Not very. But, I think we can get this much, much faster. The next article will hopefully detail how I do that.

Graph of benchmarks

The graph shows a variety of different benchmarks (could do an interactive one, but I want to keep my website simple HTML). The Y-axis shows the number of operations we do for every 1 operation std::unordered_map does in the same benchmark.

Each benchmarks has a name, parameterized by some value N.

insert_in_order: Insert 0..N in order.
insert_randoms: Insert N random ints in order.
insert_2update_randoms: Insert N random ints in order, then update them all, then update them all again.
insert_in_order_xl_vals: insert_in_order, but with 512-byte types for the Val type.
insert_randoms_xl_vals: insert_randoms, but with 512-byte types for the Val type.

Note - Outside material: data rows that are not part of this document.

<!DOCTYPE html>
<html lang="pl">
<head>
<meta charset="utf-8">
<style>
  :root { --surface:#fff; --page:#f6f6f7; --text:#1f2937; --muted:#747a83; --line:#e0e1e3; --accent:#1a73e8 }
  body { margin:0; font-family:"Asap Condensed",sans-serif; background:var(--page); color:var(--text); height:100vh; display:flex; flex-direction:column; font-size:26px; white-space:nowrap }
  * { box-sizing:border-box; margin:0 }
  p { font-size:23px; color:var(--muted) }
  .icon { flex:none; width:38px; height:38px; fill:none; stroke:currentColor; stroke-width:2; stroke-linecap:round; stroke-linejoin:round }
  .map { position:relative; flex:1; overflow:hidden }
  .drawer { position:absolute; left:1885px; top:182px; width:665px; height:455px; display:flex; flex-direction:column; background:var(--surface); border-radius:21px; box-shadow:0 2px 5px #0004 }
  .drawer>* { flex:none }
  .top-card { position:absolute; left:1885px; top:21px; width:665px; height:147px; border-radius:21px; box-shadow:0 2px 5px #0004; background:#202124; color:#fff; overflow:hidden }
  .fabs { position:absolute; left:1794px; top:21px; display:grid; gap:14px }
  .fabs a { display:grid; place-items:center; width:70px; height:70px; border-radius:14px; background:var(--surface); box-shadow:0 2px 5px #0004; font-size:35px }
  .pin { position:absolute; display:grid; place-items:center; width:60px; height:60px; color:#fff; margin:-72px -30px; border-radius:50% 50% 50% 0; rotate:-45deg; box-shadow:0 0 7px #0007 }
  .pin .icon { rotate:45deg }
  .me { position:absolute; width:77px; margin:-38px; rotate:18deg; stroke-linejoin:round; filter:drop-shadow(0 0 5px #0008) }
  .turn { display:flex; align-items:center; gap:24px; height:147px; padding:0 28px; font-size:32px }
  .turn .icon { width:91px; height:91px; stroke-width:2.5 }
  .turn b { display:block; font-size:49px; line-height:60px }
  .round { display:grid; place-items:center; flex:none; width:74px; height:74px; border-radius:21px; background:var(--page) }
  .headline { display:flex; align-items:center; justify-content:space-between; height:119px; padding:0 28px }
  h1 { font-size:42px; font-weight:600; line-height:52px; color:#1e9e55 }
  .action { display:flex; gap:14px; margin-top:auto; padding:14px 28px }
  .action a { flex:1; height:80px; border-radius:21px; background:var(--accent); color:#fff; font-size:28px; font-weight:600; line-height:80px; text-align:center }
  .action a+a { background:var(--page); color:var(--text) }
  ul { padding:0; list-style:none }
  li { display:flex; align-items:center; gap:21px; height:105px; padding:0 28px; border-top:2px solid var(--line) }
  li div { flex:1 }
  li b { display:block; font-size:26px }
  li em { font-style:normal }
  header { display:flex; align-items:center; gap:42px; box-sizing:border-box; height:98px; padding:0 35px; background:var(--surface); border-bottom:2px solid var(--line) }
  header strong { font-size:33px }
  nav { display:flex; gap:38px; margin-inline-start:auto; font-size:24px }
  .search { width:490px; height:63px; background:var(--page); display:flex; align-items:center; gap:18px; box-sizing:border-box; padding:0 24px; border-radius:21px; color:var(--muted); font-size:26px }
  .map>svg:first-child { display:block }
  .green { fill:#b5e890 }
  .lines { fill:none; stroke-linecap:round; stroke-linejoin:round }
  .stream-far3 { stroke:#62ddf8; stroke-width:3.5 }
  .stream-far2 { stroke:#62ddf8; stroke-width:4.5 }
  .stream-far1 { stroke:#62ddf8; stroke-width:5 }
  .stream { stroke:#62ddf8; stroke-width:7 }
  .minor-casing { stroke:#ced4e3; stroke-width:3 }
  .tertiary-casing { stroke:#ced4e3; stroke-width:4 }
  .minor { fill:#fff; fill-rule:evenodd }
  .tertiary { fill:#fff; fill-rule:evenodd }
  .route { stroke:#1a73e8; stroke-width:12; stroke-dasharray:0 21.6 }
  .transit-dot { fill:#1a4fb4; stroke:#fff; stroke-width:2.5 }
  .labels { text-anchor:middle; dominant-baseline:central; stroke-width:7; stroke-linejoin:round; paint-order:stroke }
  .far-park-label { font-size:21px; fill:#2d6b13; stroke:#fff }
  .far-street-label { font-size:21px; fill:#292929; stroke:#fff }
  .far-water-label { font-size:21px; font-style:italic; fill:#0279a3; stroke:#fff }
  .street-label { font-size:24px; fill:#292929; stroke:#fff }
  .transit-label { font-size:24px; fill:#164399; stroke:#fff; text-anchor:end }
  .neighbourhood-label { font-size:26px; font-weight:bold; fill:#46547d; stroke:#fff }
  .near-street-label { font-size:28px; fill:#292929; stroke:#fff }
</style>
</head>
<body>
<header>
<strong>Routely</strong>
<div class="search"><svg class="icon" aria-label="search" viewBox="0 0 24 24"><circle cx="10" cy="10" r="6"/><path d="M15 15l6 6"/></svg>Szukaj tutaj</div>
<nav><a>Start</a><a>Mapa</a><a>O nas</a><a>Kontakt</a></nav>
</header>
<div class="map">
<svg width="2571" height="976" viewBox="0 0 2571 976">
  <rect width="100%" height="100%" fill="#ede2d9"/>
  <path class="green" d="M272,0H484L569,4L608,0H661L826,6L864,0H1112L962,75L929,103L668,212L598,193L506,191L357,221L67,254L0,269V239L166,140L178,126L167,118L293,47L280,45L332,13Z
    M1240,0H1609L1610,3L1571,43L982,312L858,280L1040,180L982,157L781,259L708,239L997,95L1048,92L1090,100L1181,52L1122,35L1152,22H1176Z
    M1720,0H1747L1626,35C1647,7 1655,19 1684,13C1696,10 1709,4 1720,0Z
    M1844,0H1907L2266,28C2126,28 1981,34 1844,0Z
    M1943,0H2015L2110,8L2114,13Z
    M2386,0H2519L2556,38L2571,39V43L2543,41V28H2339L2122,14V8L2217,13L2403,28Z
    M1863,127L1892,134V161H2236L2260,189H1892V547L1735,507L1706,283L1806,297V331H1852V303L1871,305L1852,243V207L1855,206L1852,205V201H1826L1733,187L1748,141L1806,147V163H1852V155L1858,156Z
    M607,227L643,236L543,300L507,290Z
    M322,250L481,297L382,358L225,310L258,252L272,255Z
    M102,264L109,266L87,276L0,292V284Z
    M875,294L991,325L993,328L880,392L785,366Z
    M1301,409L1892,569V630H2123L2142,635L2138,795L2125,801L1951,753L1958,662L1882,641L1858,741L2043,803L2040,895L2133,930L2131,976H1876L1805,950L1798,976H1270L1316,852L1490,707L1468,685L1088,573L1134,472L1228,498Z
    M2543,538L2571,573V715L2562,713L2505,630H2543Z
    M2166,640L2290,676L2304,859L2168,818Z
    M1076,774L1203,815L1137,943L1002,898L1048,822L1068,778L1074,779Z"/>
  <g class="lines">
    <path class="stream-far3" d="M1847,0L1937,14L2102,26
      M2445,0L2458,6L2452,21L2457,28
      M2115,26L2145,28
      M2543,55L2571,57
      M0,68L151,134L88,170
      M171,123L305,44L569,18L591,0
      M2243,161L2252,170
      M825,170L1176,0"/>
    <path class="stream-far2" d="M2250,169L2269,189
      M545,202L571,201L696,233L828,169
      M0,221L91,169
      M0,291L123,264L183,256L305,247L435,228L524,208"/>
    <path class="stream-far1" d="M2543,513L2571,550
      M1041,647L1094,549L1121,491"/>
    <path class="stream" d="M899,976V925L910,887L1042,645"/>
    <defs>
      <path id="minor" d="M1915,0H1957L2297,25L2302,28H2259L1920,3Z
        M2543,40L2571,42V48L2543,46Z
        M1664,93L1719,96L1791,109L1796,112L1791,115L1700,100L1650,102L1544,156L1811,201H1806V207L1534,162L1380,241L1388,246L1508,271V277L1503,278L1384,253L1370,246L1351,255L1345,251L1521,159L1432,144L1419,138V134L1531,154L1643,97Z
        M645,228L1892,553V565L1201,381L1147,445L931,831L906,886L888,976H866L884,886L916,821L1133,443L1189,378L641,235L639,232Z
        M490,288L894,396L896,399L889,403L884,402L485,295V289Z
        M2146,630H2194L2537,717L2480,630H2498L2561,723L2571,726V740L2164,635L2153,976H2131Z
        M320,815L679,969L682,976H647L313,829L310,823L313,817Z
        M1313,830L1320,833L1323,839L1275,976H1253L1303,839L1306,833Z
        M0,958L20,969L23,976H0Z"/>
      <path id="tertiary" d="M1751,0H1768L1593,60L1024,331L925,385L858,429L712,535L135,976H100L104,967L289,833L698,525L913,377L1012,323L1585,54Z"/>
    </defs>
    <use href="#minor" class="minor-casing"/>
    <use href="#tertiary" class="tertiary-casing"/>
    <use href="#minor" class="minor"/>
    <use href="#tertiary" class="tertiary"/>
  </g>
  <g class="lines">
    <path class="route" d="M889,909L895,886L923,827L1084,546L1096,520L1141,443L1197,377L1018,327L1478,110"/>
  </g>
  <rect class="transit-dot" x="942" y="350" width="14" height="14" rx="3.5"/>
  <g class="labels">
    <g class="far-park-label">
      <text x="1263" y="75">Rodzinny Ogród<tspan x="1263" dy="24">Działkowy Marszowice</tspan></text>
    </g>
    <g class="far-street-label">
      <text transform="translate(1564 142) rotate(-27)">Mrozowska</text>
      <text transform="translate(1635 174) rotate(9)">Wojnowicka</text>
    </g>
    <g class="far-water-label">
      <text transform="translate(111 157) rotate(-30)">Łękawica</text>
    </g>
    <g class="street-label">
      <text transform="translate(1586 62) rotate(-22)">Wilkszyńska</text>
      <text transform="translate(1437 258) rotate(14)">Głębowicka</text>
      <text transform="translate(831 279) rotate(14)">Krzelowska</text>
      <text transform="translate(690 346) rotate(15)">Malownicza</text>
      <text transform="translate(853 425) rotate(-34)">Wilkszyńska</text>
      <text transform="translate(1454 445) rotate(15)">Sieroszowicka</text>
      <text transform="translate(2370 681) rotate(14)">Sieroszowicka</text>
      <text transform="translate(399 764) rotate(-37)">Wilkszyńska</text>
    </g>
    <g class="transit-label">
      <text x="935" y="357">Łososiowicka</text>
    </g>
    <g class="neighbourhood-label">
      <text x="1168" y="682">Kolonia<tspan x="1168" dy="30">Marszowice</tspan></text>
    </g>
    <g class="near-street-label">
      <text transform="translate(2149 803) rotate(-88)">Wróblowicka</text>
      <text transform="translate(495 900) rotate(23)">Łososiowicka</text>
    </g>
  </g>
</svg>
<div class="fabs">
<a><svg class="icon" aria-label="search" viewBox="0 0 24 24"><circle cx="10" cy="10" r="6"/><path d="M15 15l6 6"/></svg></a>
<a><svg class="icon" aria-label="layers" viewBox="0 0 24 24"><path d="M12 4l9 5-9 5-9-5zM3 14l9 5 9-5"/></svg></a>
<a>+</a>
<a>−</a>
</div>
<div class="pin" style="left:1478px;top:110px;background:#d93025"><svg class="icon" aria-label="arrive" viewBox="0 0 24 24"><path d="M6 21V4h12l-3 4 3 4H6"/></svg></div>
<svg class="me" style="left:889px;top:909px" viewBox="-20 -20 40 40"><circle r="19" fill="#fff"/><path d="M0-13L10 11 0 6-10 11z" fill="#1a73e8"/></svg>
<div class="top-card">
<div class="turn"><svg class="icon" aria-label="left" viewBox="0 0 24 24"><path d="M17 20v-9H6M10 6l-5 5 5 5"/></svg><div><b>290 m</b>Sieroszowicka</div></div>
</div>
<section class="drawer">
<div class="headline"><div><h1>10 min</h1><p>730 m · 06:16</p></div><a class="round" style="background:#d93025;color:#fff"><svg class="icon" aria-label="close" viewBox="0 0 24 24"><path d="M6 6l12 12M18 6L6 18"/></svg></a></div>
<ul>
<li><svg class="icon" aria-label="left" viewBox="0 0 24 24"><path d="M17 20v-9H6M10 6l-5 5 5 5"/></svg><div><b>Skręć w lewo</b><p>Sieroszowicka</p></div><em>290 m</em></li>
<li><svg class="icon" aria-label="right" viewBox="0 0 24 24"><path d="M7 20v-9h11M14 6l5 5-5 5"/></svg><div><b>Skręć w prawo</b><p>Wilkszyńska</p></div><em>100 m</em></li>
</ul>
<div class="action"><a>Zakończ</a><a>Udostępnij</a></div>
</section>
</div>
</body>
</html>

The benchmark I will be most focusing on is insert_2update_randoms, since it provides a pretty holistic judgement about the table. Right now, I get -13% to +17% performance vs std::unordered_map, which is fine, I guess. I'm not too worried about the XL vals benchmark, because you can always just put pointers to a buffer in your map instead. Across non-XL benchmarks we have an average speed buff of +37% over std::unordered_map, which I'm pretty happy about.

The map is also tested against an oracle on a series of a billion random operations. I also did that thing where you change values across the code by 1 in a bunch of spots and see if the oracle fails and it does everywhere I tried, so I'm confident these results aren't bogus no-ops (not that they're good enough to suggest that).